## EXERCISE
Below are some entries; state how many of their lines contain the word "nodes", with nothing else in the reply.

## INFORMATION PROVIDED
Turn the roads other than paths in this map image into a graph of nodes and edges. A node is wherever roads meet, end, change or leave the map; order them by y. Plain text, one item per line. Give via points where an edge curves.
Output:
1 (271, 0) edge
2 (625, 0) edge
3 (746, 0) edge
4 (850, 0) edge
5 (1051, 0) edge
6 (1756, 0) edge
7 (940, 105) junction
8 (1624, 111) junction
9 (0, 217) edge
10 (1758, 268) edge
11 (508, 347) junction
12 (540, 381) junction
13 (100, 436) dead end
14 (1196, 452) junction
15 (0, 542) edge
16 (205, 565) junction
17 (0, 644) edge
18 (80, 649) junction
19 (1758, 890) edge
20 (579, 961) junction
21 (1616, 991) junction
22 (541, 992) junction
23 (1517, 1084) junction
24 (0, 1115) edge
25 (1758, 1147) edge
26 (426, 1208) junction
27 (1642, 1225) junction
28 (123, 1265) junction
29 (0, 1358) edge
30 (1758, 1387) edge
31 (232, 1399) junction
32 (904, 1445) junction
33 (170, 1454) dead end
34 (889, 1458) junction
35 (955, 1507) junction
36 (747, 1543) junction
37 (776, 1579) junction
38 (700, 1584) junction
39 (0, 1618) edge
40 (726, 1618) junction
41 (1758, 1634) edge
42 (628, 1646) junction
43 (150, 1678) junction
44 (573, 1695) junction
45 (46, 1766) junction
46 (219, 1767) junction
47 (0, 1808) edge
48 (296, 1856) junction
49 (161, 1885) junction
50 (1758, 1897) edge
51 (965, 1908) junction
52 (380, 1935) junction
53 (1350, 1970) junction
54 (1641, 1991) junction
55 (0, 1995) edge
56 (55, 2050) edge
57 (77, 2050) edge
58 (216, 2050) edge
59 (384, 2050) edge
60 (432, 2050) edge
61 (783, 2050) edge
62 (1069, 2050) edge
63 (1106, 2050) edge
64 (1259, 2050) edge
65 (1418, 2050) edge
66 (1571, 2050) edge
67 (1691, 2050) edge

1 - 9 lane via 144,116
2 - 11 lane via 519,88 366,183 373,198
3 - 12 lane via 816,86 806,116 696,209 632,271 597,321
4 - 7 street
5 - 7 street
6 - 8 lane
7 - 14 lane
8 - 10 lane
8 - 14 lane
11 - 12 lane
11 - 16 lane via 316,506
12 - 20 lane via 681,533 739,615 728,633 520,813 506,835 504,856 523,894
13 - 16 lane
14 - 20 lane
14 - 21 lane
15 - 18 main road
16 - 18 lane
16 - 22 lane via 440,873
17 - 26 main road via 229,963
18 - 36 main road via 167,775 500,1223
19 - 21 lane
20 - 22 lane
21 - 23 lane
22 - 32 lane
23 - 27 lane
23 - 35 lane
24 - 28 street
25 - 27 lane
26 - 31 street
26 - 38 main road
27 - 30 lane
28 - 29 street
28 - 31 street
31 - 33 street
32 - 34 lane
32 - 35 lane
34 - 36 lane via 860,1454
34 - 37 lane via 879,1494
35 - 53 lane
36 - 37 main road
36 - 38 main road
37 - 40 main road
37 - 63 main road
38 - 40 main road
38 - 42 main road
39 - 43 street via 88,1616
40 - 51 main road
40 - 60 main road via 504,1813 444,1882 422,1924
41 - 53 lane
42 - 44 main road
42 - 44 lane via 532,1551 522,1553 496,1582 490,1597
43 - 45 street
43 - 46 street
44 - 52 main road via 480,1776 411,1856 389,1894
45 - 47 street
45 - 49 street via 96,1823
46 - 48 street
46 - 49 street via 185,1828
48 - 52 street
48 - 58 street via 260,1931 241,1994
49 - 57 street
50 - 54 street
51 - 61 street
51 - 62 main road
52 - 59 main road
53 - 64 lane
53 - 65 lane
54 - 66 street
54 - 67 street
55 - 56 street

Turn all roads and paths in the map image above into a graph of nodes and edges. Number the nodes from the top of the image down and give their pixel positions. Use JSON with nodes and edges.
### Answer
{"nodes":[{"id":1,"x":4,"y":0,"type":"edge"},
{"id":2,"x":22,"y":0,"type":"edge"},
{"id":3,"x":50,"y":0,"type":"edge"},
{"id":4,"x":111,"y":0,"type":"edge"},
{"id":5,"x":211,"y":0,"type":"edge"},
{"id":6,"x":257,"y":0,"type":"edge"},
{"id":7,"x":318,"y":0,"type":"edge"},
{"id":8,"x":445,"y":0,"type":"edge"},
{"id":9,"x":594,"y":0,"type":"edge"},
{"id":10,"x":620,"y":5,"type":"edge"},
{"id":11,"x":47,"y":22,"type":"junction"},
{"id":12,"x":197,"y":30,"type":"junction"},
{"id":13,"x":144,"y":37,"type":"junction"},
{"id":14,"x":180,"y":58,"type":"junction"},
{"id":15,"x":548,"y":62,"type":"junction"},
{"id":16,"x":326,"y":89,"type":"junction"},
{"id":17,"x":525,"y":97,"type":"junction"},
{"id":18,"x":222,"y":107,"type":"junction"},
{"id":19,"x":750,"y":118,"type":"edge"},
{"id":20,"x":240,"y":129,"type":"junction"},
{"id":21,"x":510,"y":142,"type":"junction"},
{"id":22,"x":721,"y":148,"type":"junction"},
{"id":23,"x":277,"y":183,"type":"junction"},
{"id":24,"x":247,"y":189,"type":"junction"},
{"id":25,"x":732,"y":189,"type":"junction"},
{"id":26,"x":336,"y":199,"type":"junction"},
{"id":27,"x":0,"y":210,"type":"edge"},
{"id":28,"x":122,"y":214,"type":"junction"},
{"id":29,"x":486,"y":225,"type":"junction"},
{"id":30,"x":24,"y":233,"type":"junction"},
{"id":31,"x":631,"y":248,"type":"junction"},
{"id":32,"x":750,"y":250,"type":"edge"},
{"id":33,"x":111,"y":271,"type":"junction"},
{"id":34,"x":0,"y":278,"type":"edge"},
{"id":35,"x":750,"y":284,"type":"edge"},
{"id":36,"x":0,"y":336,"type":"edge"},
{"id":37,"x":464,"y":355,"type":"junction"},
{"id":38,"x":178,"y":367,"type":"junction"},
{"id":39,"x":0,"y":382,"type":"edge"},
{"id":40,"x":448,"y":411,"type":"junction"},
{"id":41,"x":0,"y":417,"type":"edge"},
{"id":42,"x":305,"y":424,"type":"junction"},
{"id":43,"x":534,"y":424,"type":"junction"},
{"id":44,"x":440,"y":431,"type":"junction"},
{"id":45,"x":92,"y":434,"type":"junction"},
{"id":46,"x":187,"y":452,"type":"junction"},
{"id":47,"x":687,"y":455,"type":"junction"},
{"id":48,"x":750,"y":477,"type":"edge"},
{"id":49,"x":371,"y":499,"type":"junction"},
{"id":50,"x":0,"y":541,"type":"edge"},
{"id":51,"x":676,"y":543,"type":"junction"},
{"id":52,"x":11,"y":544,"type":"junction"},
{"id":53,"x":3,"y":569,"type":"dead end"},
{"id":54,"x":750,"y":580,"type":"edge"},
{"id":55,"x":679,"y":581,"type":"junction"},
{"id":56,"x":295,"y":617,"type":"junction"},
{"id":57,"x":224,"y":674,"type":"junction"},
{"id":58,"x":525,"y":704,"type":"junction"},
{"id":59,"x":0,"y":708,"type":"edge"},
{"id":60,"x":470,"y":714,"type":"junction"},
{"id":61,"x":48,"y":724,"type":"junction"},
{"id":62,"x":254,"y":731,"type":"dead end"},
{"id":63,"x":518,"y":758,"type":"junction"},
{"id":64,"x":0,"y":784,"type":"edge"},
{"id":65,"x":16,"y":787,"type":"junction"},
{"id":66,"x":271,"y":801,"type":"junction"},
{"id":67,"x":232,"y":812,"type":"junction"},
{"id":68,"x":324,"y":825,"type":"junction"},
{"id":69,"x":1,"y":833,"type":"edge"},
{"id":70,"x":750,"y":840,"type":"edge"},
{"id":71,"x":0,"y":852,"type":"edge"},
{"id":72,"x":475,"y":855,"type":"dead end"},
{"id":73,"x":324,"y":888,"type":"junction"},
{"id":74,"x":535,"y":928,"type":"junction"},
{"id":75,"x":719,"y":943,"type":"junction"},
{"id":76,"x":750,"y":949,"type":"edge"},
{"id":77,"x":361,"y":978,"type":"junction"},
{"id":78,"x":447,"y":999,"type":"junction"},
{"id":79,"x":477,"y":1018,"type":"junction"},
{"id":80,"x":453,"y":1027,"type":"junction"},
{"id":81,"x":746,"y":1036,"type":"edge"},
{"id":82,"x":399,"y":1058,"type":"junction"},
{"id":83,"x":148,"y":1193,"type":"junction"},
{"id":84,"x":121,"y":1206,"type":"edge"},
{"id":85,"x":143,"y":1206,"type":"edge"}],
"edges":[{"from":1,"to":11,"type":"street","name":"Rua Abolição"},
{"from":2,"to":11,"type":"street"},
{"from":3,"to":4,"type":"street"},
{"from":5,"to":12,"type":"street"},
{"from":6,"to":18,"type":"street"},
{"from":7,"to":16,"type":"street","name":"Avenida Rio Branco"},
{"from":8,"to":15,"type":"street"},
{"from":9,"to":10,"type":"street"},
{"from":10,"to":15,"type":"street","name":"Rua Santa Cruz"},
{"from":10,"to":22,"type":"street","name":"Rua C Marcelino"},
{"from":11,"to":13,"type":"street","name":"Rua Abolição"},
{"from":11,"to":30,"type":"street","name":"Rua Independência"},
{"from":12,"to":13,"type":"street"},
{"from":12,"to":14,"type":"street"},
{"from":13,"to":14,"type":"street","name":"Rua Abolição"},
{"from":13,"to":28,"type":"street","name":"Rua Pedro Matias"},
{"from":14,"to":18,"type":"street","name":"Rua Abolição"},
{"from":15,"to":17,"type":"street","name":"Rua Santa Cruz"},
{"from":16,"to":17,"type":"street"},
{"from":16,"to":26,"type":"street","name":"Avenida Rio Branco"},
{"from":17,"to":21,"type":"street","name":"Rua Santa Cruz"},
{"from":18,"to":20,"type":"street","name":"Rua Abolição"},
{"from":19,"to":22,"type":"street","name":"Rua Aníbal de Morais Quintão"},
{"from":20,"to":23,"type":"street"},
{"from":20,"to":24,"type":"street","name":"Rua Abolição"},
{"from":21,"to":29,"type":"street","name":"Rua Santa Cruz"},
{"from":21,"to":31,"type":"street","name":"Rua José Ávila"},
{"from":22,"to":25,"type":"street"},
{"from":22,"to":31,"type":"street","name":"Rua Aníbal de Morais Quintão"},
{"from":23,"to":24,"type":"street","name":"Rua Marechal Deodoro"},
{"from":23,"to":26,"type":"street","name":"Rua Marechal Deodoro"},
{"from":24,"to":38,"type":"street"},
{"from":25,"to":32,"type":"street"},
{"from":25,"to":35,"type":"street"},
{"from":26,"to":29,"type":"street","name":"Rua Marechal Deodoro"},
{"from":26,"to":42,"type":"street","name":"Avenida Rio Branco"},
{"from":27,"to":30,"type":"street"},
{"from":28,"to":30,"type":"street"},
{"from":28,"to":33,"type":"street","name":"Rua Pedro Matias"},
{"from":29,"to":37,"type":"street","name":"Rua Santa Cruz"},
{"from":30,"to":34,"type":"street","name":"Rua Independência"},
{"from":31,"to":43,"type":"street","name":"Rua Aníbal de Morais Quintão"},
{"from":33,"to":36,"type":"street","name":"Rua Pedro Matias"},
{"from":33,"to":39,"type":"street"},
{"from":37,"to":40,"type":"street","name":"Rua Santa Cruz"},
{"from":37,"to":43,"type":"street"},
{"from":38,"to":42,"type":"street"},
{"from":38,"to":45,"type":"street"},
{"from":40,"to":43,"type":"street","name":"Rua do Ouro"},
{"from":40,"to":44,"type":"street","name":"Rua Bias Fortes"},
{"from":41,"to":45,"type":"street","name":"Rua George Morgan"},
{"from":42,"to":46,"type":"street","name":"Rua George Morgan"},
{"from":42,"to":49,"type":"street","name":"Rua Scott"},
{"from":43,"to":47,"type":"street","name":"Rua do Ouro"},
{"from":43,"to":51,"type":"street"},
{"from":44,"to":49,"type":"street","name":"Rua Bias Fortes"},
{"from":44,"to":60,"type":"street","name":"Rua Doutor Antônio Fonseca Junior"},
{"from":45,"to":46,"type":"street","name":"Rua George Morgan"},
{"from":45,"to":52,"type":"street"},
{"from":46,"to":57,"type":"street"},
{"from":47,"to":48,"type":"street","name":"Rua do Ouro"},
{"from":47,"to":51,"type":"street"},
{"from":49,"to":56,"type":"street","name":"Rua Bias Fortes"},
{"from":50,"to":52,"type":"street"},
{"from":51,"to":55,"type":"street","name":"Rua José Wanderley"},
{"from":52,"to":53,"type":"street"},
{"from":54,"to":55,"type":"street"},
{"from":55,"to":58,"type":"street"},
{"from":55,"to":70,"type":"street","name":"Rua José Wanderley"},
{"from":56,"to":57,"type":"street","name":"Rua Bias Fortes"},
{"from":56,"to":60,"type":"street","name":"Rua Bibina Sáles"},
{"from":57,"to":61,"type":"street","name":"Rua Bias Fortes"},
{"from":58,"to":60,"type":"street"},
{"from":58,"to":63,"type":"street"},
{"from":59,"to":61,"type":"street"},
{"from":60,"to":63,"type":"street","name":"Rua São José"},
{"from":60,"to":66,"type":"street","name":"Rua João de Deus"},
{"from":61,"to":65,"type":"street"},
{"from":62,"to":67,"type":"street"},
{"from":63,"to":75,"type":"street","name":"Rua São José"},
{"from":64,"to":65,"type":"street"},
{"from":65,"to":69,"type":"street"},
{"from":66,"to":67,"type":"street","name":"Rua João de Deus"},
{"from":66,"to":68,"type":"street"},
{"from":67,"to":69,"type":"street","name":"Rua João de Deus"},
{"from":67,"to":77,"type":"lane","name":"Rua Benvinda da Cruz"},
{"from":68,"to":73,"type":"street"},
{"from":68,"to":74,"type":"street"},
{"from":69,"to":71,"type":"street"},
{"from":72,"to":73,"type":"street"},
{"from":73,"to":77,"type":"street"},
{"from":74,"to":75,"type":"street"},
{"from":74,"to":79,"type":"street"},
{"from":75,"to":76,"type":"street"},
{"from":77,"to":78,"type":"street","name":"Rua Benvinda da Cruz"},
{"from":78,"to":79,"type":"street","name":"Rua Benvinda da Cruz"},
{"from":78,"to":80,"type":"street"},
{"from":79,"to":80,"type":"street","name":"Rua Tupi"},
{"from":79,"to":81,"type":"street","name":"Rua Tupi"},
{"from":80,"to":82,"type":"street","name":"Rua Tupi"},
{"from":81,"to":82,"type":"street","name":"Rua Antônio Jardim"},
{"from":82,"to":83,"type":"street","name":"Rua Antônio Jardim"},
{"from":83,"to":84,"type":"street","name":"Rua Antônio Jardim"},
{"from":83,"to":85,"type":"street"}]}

## ANSWER TO THIS EXERCISE
3